I was a child when I first heard the word concertina. I didn’t know what it was and barely know now, but in our family, it meant that my parents both stood on either side of the bed and took a good 15 minutes to fold up their sheets and blankets as part of their make-the-bed routine. Carefully aligning a sheet underneath and a blanket on top, they would pull carefully upwards, downwards and back upwards again, forming a layered fold that looked like part of it might have been borrowed from the accordion-like musical instrument after which the fold is named.

I often stood around to watch the ritual and managed never to learn how to replicate it. But my parents loved it and the feeling of luxury each night when they pulled the coverings towards themselves to settle in to sleep.

Now, someone else has just borrowed the concertina fold: Chinese company TCL, the Chinese electronics company we know for its TVs in India. They double-folded a smartphone so that it opens in a zigzag and becomes a 10-inch tablet. That’s roughly the size of a regular iPad.

Imagine what you could do with a device that could fit in a little bag but when you settle down somewhere and unfold it becomes a big tablet that you can watch a movie on or use to get down to work. The hinges seem to fold in opposing directions which is how the zigzag occurs. How tired we must really be of the everyday slab form of our smartphones.

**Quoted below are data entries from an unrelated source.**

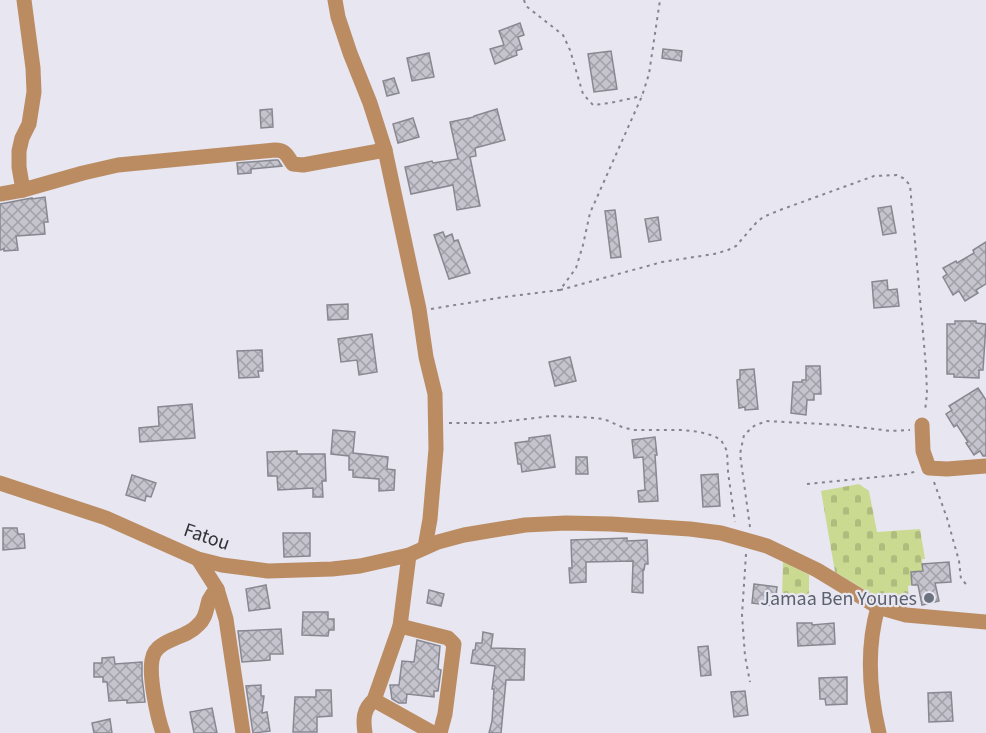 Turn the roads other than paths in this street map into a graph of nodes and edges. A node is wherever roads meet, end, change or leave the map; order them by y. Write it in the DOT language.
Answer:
graph roads {
  1 [pos="24,0"];
  2 [pos="335,0"];
  3 [pos="385,150"];
  4 [pos="23,190"];
  5 [pos="0,194"];
  6 [pos="922,425"];
  7 [pos="986,466"];
  8 [pos="0,483"];
  9 [pos="425,547"];
  10 [pos="409,555"];
  11 [pos="198,559"];
  12 [pos="217,589"];
  13 [pos="878,607"];
  14 [pos="986,622"];
  15 [pos="400,626"];
  16 [pos="374,700"];
  17 [pos="163,733"];
  18 [pos="243,733"];
  19 [pos="365,733"];
  20 [pos="433,733"];
  21 [pos="441,733"];
  22 [pos="879,733"];
  1 -- 4 [label="street"];
  2 -- 3 [label="street"];
  3 -- 4 [label="street"];
  3 -- 9 [label="street"];
  4 -- 5 [label="street"];
  6 -- 7 [label="street"];
  8 -- 11 [label="street, Fatou"];
  9 -- 10 [label="street, Fatou"];
  9 -- 13 [label="street, Fatou"];
  10 -- 11 [label="street, Fatou"];
  10 -- 15 [label="street"];
  11 -- 12 [label="street"];
  12 -- 17 [label="street"];
  12 -- 18 [label="street"];
  13 -- 14 [label="street, Fatou"];
  13 -- 22 [label="street"];
  15 -- 16 [label="street"];
  15 -- 21 [label="street"];
  16 -- 19 [label="street"];
  16 -- 20 [label="street"];
}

When closed, the phone looks from the front like any other, except that it’s thick as a club sandwich. Well, probably less, but thick all the same. Opened up, it looks like a tablet in landscape mode, but with two creases. Tech portal CNET has a photo report on the radical prototype.

The TCL phone is not yet a complete phone as it reportedly doesn’t have a working screen and is only a patent filing, so no sign of availability. It does show though how serious companies are getting about exploring the foldable form factor for phones made all the more difficult because glass doesn’t bend very much. Huawei’s Mate X was supposed to have become available in October and may well still be, specially seeing the intense interest in Samsung’s Galaxy Fold.

Meanwhile Motorola is said to be bringing in a foldable version of its Razr phone, which actually was a foldable in the first place but just not in one piece where the screen itself bends but more of a flip phone. This upcoming device actually has a launch date with invites to a press event in the US where the Razr was actually a very popular device.

According to a report by iGyaan, Xiaomi, which is also making a foldable smartphone currently referred to as Mi Fold and Mi Flex, will be priced half of what the Galaxy Fold and Huawei’s Mate X will cost and it will launch first in China.

It’s evident that 2020 will see more foldable phones but there are numerous challenges to overcome, as one has already seen with Samsung’s Galaxy Fold. Fragility is a concern, of course, but so is the less talked about issue of ergonomics and a change in usage behaviour compared with the phones we use today.

The latter will unfold as we see more foldable and enough people begin to use them in different situations showing whether it will be possible to type properly on them and use them for work and as primary devices, or whether they will in fact end up being impractical and inconvenient though interesting. But because the phones are thicker and differently balanced, their ergonomic quotient should be worked on from the start. It probably won’t be long before we have a phone that folds into four to become a smaller square, so let’s see.